When we compared the changes in pulmonary function data between the two types, only the PEF values showed a significant difference after the Nuss procedure. Decreased PEF in the asymmetric type can be associated with the increased RV and RV/TLC ratio after Nuss bar insertion. An increased RV can be induced by chest wall defects that interfere with the lungs’ return to their neutral position and do not allow expiratory muscles to produce a full exhalation because of the mechanical disadvantage [15]. The metallic bar inserted in the thorax of pectus excavatum patients can lessen the movement of the bony thorax and the expiratory muscles. Some patients with the asymmetric type needed the insertion of more than one pectus bar in our study. It is also possible that correcting the asymmetry of the two hemithoraces that contain one hyperinflated lung and one hypoinflated lung can reduce the expiratory flow rate. The asymmetric type showed decreased IC and VC after the bar insertion. This may be because the smaller hemithorax does not fully recover to compensate for the reduction in the larger hemithorax.

A meta-analysis that assessed pulmonary function recovery reported that the Nuss procedure was correlated with greater improvements in pulmonary function after bar removal, depending on the time after the operation [14]. In a long-term follow-up study, Sigalet et al. reported a significant increase in FEV1 and TLC after bar removal; however, they concluded that the pectus bar did not improve pulmonary dynamics shortly after the operation [6,16]. These favorable outcomes suggest that the lung function parameters of our patients may improve after bar removal. However, the time needed for the steel strut to properly reform the chest is not short in adolescents who are undergoing periods of growth. The thoracic volume increases to approximately 50% of the adult size by 10 years of age and the remaining 50% develops during early adolescence [17]. There is a need for better observation of pulmonary function and timely intervention in patients who undergo rapid growth in the thoracic cavity and in the intrathoracic organs.
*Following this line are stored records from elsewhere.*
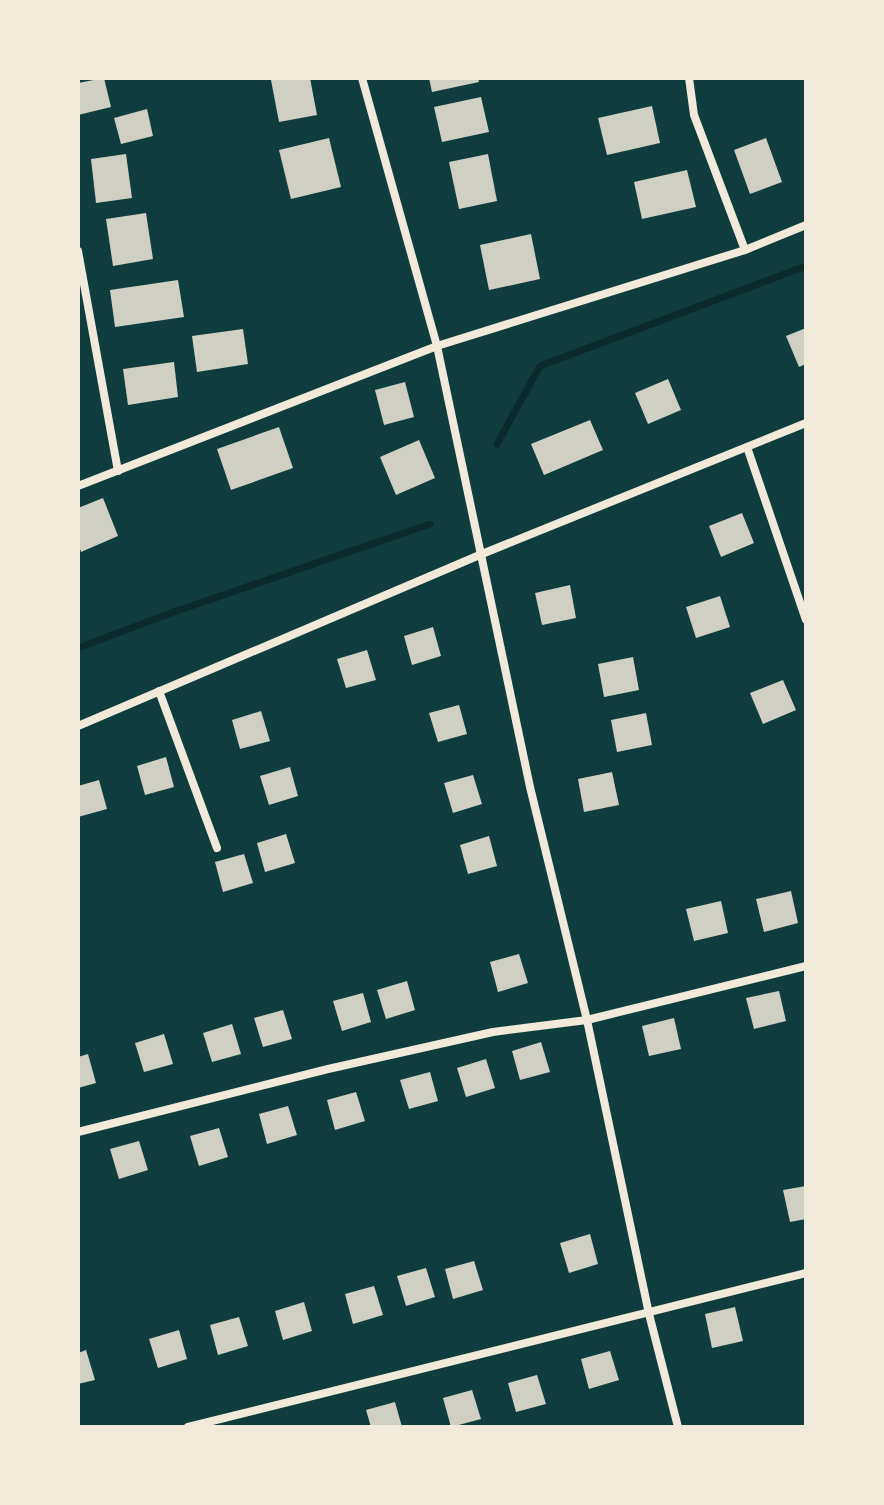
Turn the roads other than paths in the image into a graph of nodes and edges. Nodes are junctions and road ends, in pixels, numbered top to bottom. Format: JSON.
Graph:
{"nodes":[{"id":1,"x":362,"y":78,"type":"edge"},
{"id":2,"x":689,"y":78,"type":"edge"},
{"id":3,"x":806,"y":225,"type":"edge"},
{"id":4,"x":745,"y":250,"type":"junction"},
{"id":5,"x":78,"y":251,"type":"edge"},
{"id":6,"x":437,"y":346,"type":"junction"},
{"id":7,"x":806,"y":423,"type":"edge"},
{"id":8,"x":747,"y":447,"type":"junction"},
{"id":9,"x":118,"y":471,"type":"junction"},
{"id":10,"x":78,"y":486,"type":"edge"},
{"id":11,"x":482,"y":554,"type":"junction"},
{"id":12,"x":806,"y":620,"type":"edge"},
{"id":13,"x":159,"y":691,"type":"junction"},
{"id":14,"x":78,"y":726,"type":"edge"},
{"id":15,"x":217,"y":848,"type":"dead end"},
{"id":16,"x":806,"y":966,"type":"edge"},
{"id":17,"x":587,"y":1020,"type":"junction"},
{"id":18,"x":78,"y":1132,"type":"edge"},
{"id":19,"x":806,"y":1273,"type":"edge"},
{"id":20,"x":649,"y":1314,"type":"junction"},
{"id":21,"x":188,"y":1427,"type":"edge"},
{"id":22,"x":678,"y":1427,"type":"edge"}],
"edges":[{"from":1,"to":6,"type":"street"},
{"from":2,"to":4,"type":"street"},
{"from":3,"to":4,"type":"street"},
{"from":4,"to":6,"type":"street"},
{"from":5,"to":9,"type":"street"},
{"from":6,"to":9,"type":"street"},
{"from":6,"to":11,"type":"street"},
{"from":7,"to":8,"type":"street"},
{"from":8,"to":11,"type":"street"},
{"from":8,"to":12,"type":"street"},
{"from":9,"to":10,"type":"street"},
{"from":11,"to":13,"type":"street"},
{"from":11,"to":17,"type":"street"},
{"from":13,"to":14,"type":"street"},
{"from":13,"to":15,"type":"street"},
{"from":16,"to":17,"type":"street"},
{"from":17,"to":18,"type":"street"},
{"from":17,"to":20,"type":"street"},
{"from":19,"to":20,"type":"street"},
{"from":20,"to":21,"type":"street"},
{"from":20,"to":22,"type":"street"}]}
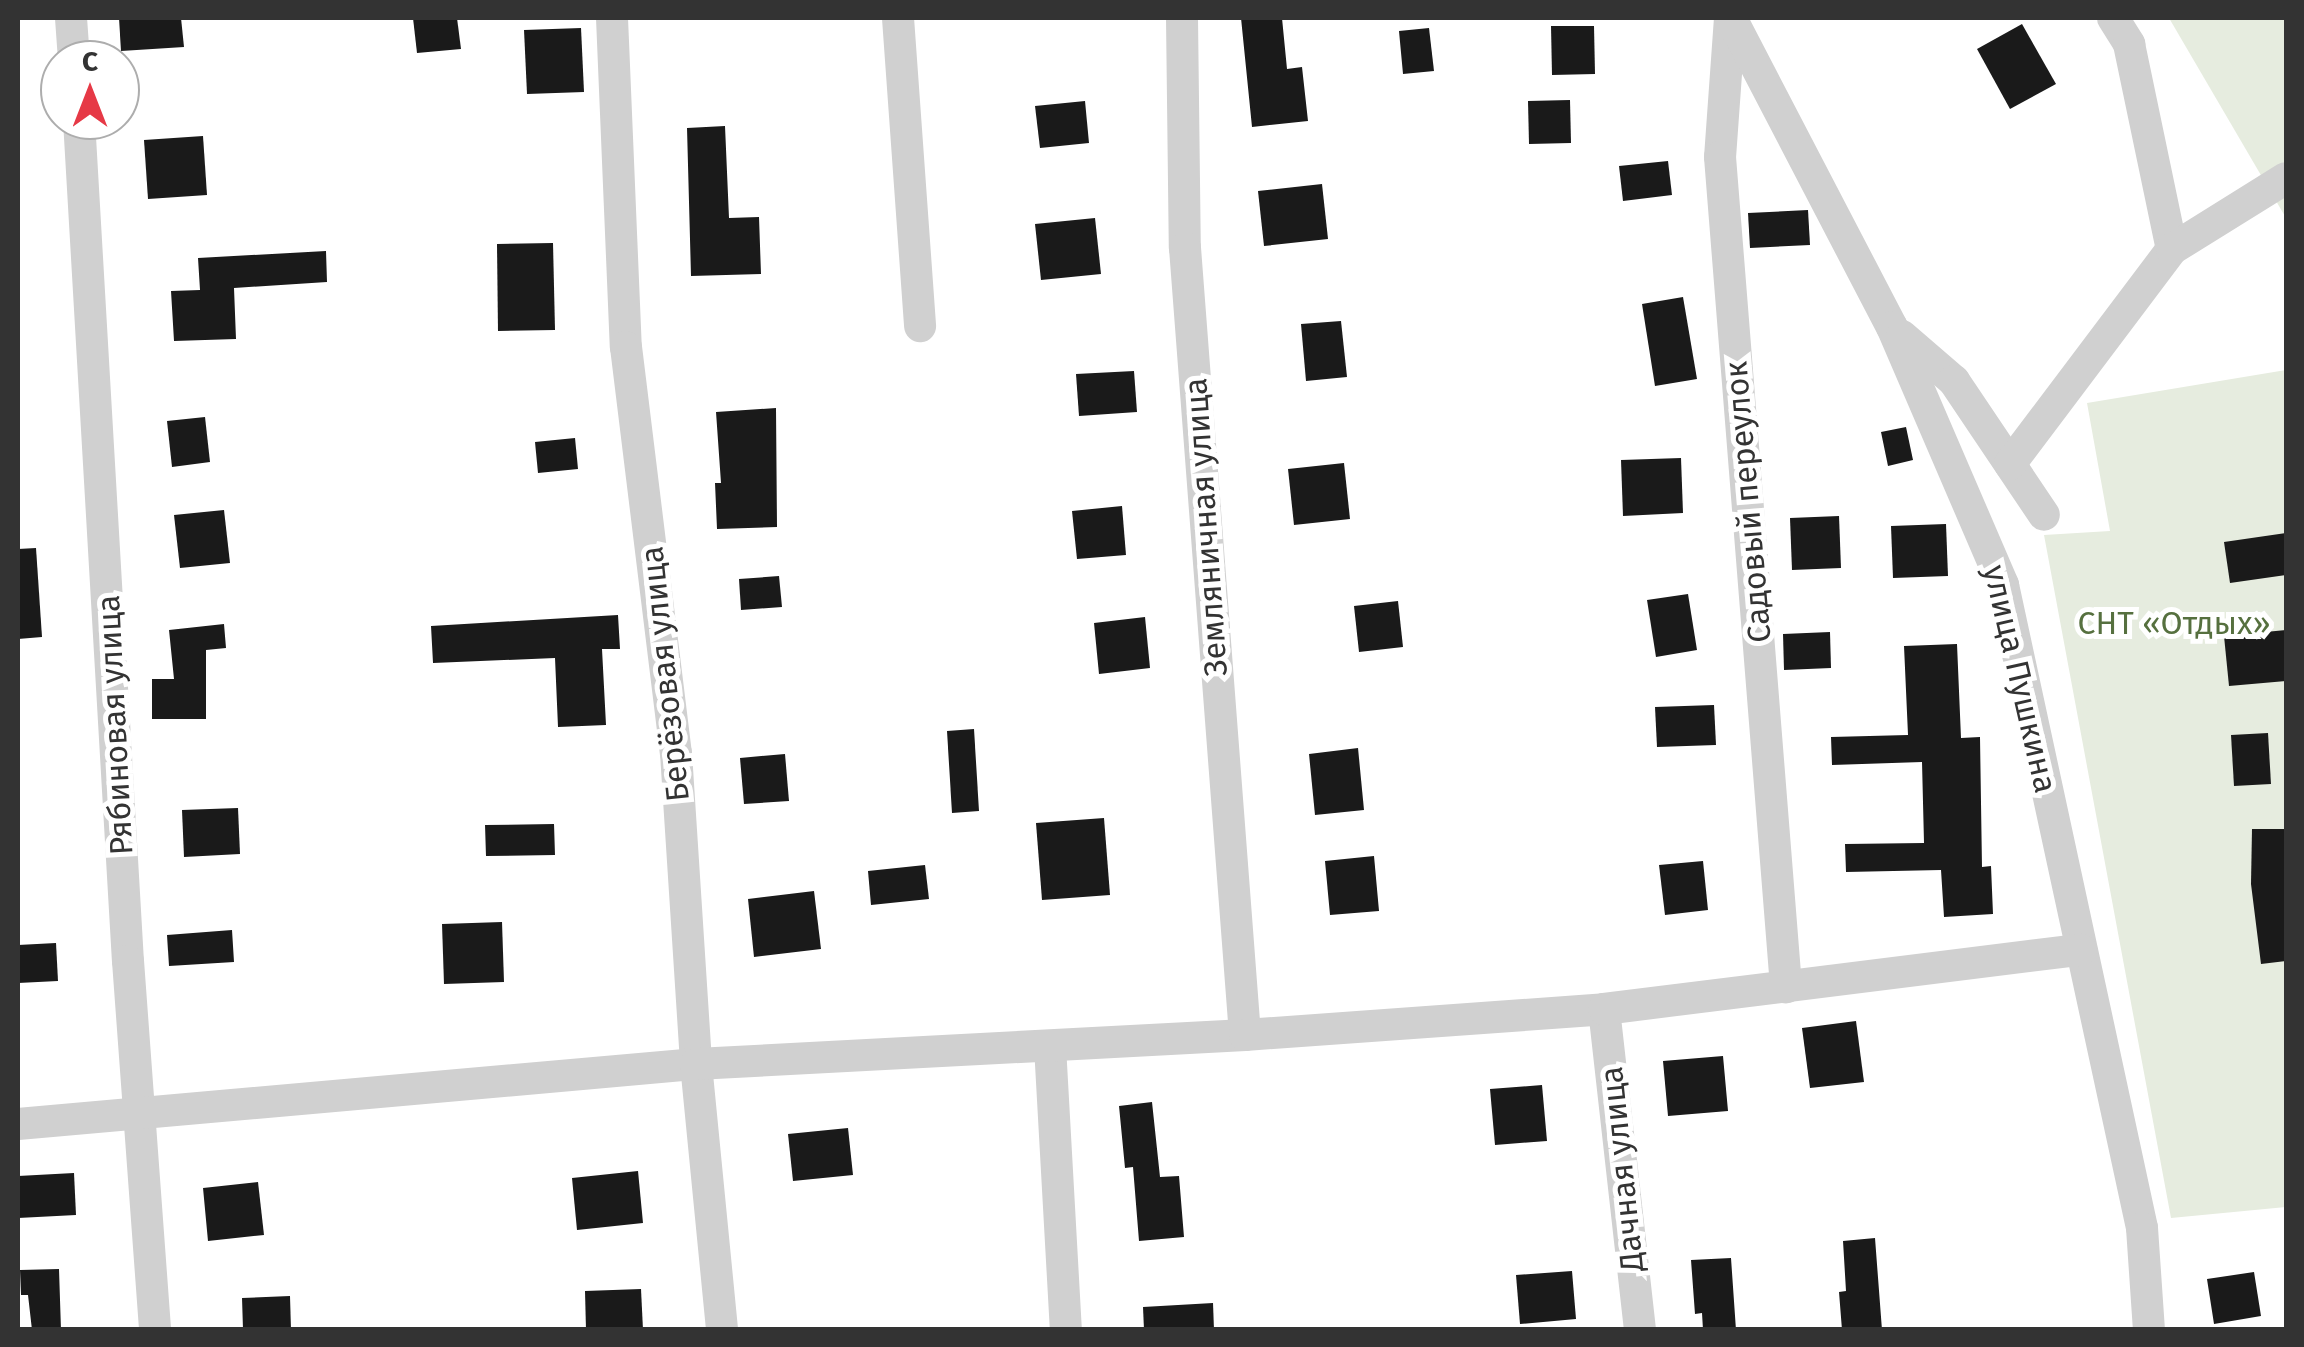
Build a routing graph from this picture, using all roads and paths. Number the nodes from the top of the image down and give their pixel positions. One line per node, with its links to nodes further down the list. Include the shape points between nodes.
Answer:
1 (612, 18): 18 (street, Берёзовая улица, via 626,347 676,753)
2 (898, 18): 9 (street)
3 (1182, 18): 16 (street, Земляничная улица, via 1185,248)
4 (1730, 18): 10 (street, улица Пушкина); 14 (street, Садовый переулок, via 1720,157)
5 (2113, 18): 8 (street, via 2129,44)
6 (80, 140): 19 (street, Рябиновая улица, via 114,962)
7 (2286, 178): 8 (street)
8 (2172, 248): 11 (street)
9 (920, 326)
10 (1892, 327): 11 (street, via 1954,382); 13 (street, улица Пушкина, via 2002,585)
11 (2010, 464): 12 (street)
12 (2044, 515)
13 (2081, 950): 14 (street); 25 (street, улица Пушкина, via 2142,1228)
14 (1786, 988): 15 (street)
15 (1604, 1009): 16 (street); 24 (street, Дачная улица)
16 (1245, 1035): 17 (street)
17 (1050, 1046): 18 (street); 23 (street)
18 (696, 1064): 19 (street); 22 (street, Берёзовая улица)
19 (139, 1116): 20 (street); 21 (street, Рябиновая улица)
20 (18, 1124)
21 (154, 1330)
22 (722, 1330)
23 (1066, 1330)
24 (1640, 1330)
25 (2149, 1330)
The present study has some limitations. We could not compare pulmonary function changes with baseline measurements more than once after the Nuss procedure. Some studies did not consider morphological differences, although some studies showed significant improvement in follow-up PFTs performed 8 months or 12 months postoperatively [18,19]. To determine the influence of morphological differences on pulmonary function recovery, repeated studies of lung function tests at various times are needed. Another limitation of our study is that we did not measure exercise tolerance after the Nuss procedure. The actual functional outcomes of the procedure can differ from the decreased pulmonary dynamics because cardiovascular function also changes postoperatively. Further studies that include cardiopulmonary function during exercise are also needed to clarify our results.

Conclusions

We demonstrated that morphological differences in pectus excavatum may affect pulmonary function before and after the Nuss procedure. In particular, patients with the asymmetric type can have a disadvantage in preoperative lung volume and postoperative pulmonary function, compared to patients with the symmetric type. Our results suggest that a more careful evaluation of preoperative and postoperative pulmonary function may be useful in patients with pectus excavatum, especially in the asymmetric type.

Consent

Written informed consent was obtained from the patient’s parent for the publication of this report and any accompanying images.